I'm still getting (almost) the same error, though I don't know why the meta-variables are no longer in the error message:

invalid projection, the expression
  has_ident
is a proposition and has type
  ∃ ident, ∀ (a : α), op ident a = a
but the projected value is not, it has type
  α

Luna (Oct 23 2024 at 01:44):

I double checked and I get the same error message whether or not set_option autoImplicit false is present or not.

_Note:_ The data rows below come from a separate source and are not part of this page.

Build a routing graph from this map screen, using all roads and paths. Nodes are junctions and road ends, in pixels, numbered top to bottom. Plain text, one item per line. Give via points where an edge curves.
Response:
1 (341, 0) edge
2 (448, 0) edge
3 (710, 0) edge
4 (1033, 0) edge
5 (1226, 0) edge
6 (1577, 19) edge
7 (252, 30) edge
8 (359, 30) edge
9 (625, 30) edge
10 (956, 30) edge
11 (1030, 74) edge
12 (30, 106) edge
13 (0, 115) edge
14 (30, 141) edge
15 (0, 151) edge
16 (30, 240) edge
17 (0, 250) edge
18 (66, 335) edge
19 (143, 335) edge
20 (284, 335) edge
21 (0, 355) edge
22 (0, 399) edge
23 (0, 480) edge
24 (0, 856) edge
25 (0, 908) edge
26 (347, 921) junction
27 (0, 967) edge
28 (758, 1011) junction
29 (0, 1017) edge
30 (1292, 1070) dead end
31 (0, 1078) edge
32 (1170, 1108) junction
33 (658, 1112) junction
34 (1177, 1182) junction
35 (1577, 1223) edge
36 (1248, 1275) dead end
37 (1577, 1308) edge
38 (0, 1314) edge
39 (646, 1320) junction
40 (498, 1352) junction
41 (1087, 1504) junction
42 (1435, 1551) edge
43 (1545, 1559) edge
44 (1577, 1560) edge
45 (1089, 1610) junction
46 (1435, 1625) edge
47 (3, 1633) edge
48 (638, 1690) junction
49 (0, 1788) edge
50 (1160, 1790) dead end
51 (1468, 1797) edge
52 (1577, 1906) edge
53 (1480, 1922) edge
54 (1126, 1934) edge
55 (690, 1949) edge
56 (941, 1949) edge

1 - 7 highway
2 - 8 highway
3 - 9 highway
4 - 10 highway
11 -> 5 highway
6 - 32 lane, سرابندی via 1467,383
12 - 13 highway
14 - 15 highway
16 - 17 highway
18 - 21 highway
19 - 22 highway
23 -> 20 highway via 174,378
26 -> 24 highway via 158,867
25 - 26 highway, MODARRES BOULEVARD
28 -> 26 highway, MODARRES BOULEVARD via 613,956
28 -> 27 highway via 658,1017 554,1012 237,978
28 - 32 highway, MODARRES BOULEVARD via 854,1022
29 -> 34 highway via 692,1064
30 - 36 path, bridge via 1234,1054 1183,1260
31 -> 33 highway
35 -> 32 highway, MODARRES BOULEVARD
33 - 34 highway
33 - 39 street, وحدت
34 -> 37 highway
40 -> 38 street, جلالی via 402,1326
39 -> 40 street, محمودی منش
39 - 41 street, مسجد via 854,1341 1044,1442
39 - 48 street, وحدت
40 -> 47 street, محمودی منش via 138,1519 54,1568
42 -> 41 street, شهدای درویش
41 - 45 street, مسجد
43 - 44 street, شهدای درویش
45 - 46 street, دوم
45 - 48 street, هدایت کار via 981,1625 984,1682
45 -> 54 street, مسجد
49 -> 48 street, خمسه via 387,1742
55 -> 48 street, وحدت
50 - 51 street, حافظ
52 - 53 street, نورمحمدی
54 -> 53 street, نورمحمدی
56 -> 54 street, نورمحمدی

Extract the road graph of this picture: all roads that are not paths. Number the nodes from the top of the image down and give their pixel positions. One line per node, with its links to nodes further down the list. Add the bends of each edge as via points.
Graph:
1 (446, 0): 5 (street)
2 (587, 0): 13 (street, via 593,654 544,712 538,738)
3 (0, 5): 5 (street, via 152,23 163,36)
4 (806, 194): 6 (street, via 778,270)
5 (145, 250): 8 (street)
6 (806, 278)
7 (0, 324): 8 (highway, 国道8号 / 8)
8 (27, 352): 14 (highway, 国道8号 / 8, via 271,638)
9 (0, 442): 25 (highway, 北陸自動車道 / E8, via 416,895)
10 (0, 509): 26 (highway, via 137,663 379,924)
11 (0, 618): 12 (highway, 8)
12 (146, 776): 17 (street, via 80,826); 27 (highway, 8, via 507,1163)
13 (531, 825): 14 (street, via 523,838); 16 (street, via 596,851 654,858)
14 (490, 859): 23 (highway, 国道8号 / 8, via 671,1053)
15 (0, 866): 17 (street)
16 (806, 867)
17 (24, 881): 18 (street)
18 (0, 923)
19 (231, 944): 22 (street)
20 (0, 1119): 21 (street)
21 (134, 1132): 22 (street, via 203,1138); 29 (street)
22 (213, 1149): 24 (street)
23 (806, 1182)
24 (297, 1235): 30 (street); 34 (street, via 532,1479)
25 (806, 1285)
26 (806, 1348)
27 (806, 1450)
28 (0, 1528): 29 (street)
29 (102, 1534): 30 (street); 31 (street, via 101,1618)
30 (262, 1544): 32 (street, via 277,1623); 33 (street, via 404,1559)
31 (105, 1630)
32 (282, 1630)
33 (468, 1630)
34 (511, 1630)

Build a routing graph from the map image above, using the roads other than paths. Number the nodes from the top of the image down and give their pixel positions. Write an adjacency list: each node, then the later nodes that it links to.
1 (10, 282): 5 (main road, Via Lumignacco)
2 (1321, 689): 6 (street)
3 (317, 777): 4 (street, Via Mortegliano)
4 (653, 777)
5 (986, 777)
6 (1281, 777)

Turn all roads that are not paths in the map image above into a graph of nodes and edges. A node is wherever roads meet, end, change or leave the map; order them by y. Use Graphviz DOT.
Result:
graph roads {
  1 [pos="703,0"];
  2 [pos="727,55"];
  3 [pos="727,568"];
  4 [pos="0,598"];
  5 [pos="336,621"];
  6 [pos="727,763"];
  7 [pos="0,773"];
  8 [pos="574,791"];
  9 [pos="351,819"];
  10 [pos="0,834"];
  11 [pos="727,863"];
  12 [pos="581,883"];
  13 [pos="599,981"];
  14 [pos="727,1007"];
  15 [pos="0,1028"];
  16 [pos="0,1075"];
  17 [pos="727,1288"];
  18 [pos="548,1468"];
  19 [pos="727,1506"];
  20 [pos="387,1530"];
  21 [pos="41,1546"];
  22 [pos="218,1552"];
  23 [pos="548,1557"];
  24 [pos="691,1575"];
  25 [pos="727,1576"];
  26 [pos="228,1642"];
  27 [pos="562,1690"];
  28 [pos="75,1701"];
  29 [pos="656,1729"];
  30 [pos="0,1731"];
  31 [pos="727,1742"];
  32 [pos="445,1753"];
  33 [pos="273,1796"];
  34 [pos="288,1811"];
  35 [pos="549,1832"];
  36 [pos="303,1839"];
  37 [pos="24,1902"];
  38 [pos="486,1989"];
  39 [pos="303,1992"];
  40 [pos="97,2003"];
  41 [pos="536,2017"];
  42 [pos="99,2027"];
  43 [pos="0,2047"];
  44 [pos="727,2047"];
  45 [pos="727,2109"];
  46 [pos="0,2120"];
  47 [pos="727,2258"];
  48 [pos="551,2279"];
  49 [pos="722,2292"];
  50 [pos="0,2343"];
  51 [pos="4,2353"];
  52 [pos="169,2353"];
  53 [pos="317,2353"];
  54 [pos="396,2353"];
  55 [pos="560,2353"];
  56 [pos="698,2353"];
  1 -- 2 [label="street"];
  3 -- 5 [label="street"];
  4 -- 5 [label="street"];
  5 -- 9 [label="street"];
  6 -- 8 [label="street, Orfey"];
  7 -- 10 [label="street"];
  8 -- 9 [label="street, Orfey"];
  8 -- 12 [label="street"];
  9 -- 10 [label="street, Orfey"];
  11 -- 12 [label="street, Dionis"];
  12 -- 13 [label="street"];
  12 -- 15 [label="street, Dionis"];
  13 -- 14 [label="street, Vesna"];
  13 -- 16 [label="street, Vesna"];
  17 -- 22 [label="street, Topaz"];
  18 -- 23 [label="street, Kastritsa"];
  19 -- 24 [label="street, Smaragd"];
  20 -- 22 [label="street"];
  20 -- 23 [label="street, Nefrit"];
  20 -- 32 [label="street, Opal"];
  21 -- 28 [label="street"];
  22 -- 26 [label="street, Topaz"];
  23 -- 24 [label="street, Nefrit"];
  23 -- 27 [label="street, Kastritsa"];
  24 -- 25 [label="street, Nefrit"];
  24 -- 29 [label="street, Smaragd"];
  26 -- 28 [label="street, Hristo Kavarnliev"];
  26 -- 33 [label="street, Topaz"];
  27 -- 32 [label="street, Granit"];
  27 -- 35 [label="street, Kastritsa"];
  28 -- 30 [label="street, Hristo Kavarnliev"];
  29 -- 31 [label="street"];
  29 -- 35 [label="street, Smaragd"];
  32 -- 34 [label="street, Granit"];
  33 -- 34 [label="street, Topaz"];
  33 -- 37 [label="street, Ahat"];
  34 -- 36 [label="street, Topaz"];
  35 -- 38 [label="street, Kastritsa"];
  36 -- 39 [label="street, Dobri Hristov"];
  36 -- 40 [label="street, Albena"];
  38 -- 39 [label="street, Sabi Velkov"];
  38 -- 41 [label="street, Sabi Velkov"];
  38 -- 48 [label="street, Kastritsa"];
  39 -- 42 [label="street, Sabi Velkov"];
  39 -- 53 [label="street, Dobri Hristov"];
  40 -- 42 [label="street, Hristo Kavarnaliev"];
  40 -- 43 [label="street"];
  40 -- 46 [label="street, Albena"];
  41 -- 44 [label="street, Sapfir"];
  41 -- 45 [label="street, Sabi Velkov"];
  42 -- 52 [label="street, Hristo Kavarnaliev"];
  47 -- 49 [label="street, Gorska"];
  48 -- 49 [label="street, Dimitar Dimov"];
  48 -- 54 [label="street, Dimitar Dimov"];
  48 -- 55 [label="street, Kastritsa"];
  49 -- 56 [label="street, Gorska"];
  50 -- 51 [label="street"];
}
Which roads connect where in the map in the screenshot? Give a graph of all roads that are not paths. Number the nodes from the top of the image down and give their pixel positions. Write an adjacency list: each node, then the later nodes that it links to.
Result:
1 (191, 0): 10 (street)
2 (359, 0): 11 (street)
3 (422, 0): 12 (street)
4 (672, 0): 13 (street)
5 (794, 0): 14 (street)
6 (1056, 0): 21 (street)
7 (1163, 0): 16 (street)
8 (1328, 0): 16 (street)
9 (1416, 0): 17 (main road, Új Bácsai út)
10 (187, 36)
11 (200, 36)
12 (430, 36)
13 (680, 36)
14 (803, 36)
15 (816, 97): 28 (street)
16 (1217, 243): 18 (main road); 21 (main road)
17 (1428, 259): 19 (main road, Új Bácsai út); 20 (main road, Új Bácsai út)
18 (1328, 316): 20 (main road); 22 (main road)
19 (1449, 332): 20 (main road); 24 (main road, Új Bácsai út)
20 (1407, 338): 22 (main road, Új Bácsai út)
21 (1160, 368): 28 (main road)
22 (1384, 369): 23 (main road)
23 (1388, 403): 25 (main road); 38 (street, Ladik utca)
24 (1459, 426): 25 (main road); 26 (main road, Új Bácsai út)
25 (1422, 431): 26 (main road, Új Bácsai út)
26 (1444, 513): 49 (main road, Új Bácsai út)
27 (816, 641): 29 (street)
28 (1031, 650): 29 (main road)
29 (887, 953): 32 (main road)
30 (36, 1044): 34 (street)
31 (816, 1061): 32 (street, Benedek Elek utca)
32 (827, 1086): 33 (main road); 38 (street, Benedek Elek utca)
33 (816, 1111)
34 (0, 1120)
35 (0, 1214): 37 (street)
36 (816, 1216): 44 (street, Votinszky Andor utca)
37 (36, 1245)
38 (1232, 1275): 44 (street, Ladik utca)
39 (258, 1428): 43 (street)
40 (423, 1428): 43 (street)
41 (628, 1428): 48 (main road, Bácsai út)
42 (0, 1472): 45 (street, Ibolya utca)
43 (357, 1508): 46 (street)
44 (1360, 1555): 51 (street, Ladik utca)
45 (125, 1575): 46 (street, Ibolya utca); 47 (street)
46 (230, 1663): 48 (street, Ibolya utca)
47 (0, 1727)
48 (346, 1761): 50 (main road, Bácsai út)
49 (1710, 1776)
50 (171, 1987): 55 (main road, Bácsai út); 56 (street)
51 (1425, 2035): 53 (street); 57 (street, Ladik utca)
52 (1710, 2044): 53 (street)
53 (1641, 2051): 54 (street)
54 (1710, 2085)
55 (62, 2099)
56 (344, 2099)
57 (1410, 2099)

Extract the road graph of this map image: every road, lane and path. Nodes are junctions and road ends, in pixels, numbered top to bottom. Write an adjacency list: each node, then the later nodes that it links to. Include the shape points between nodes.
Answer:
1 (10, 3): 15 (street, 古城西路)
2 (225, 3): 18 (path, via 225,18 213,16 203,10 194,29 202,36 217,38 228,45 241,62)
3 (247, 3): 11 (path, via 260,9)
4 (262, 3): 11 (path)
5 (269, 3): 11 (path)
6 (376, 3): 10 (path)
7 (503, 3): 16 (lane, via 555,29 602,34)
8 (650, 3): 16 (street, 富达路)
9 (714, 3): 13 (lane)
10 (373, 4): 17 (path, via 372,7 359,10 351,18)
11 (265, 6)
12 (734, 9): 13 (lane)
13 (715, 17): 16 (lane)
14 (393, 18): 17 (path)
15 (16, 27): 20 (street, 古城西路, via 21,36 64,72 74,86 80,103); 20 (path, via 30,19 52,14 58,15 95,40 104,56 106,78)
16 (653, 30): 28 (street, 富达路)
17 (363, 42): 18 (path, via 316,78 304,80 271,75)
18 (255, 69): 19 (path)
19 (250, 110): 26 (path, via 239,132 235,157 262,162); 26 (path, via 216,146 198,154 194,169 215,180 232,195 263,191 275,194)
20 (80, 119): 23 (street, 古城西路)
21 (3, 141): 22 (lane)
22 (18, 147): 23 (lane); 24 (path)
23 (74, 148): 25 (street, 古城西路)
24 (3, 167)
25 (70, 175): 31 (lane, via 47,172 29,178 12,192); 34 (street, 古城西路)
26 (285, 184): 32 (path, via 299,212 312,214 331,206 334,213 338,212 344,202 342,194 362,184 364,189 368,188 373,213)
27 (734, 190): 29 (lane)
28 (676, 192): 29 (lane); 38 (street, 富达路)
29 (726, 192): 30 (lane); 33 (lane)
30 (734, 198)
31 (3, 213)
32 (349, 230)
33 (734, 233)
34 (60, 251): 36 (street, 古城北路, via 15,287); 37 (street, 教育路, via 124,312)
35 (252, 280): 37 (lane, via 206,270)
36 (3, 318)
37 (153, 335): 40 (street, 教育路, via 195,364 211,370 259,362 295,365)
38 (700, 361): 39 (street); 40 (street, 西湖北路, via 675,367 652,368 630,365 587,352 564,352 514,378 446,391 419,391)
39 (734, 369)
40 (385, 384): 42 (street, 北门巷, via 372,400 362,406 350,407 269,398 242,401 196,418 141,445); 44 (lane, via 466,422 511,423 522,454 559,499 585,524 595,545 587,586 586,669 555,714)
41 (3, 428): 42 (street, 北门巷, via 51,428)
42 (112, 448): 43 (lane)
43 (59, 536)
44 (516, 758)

I don't know why the error message previously showed meta-variables

Kevin Buzzard (Oct 23 2024 at 05:50):

Mathematically you can't do this because at this point there could be several idents which work.

Kevin Buzzard (Oct 23 2024 at 05:51):

This is a not uncommon error in the literature (asserting existence of an identity in the identity axiom and then implicitly assuming its uniqueness in the inverse axiom). In mathlib we avoid this by making ident data. Another attempt to justify the bad approach is to prove that identities are unique later and say that the definition now makes sense so it was ok all along but this is circular.

Kevin Buzzard (Oct 23 2024 at 05:54):

The error says exactly what you know, that you can't turn a prop into data. You could use the type theory axiom of choice to get around it and then ultimately prove that ident is unique, but it will make the theory much harder to set up.

Kevin Buzzard (Oct 23 2024 at 05:59):

You're better off setting it up mathlib's way in the definition, proving that identities are unique and then making a new constructor for groups which eats a multiplication and a proof that there's an e satisfying both the identity and inverse axioms and spits out a group

Alex Mobius (Oct 28 2024 at 00:46):

Here's an approach that avoids data and choice axioms, but is more cumbersome:

import Mathlib.Logic.ExistsUnique

def IsIdent {α: Type _} (op: α → α → α) (ident: α) := ∀ a: α, op ident a = a

structure Group (α : Type _) (op : α → α → α) where
    has_ident : ∃! (ident : α), IsIdent op ident
    has_inv : ∀ (a : α), ∃ (a_inv : α), IsIdent op $ op a a_inv
    op_assoc : ∀ (a b c : α), op a (op b c) = op (op a b) c

To my understanding, you either need to assert uniqueness, OR you need to define your identity as being both left and right. https://math.stackexchange.com/questions/537572/any-set-with-associativity-left-identity-left-inverse-is-a-group gives a third construction, for which you define an inverse for each possible left identity. If you don't do one of those, then fun _ y => y satisfies all the axioms, with all elements being the identity :)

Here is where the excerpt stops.